#### Problem details:
Given the listing below, reproduce all of it exactly.
######
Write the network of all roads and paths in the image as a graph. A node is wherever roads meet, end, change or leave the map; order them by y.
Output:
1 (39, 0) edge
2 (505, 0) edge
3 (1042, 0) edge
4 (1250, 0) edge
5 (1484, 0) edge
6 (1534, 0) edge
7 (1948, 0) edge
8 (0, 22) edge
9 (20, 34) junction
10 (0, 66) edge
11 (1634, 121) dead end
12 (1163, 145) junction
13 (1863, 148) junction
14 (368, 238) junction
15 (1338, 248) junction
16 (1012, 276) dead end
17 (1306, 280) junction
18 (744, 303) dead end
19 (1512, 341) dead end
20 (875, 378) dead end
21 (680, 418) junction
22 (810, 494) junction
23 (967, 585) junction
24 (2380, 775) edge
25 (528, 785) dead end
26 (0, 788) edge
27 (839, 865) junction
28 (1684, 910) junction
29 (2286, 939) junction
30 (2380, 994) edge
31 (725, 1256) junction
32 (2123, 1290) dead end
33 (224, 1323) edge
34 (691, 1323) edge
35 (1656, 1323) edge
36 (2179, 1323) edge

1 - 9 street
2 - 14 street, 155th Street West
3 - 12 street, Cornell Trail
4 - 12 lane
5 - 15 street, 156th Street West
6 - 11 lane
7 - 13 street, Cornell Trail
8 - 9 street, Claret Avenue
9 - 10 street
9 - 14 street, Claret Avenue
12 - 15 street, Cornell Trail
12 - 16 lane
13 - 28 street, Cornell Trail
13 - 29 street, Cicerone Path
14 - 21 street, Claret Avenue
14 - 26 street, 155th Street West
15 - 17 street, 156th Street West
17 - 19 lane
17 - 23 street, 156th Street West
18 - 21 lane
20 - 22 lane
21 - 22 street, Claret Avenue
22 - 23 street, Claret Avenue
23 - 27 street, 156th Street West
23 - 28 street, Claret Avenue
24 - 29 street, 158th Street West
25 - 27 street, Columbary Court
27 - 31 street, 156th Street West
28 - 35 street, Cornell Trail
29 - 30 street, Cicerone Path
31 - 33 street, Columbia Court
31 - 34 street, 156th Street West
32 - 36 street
######
#### Response below:
Write the network of all roads and paths in the image as a graph. A node is wherever roads meet, end, change or leave the map; order them by y.
Output:
1 (39, 0) edge
2 (505, 0) edge
3 (1042, 0) edge
4 (1250, 0) edge
5 (1484, 0) edge
6 (1534, 0) edge
7 (1948, 0) edge
8 (0, 22) edge
9 (20, 34) junction
10 (0, 66) edge
11 (1634, 121) dead end
12 (1163, 145) junction
13 (1863, 148) junction
14 (368, 238) junction
15 (1338, 248) junction
16 (1012, 276) dead end
17 (1306, 280) junction
18 (744, 303) dead end
19 (1512, 341) dead end
20 (875, 378) dead end
21 (680, 418) junction
22 (810, 494) junction
23 (967, 585) junction
24 (2380, 775) edge
25 (528, 785) dead end
26 (0, 788) edge
27 (839, 865) junction
28 (1684, 910) junction
29 (2286, 939) junction
30 (2380, 994) edge
31 (725, 1256) junction
32 (2123, 1290) dead end
33 (224, 1323) edge
34 (691, 1323) edge
35 (1656, 1323) edge
36 (2179, 1323) edge

1 - 9 street
2 - 14 street, 155th Street West
3 - 12 street, Cornell Trail
4 - 12 lane
5 - 15 street, 156th Street West
6 - 11 lane
7 - 13 street, Cornell Trail
8 - 9 street, Claret Avenue
9 - 10 street
9 - 14 street, Claret Avenue
12 - 15 street, Cornell Trail
12 - 16 lane
13 - 28 street, Cornell Trail
13 - 29 street, Cicerone Path
14 - 21 street, Claret Avenue
14 - 26 street, 155th Street West
15 - 17 street, 156th Street West
17 - 19 lane
17 - 23 street, 156th Street West
18 - 21 lane
20 - 22 lane
21 - 22 street, Claret Avenue
22 - 23 street, Claret Avenue
23 - 27 street, 156th Street West
23 - 28 street, Claret Avenue
24 - 29 street, 158th Street West
25 - 27 street, Columbary Court
27 - 31 street, 156th Street West
28 - 35 street, Cornell Trail
29 - 30 street, Cicerone Path
31 - 33 street, Columbia Court
31 - 34 street, 156th Street West
32 - 36 street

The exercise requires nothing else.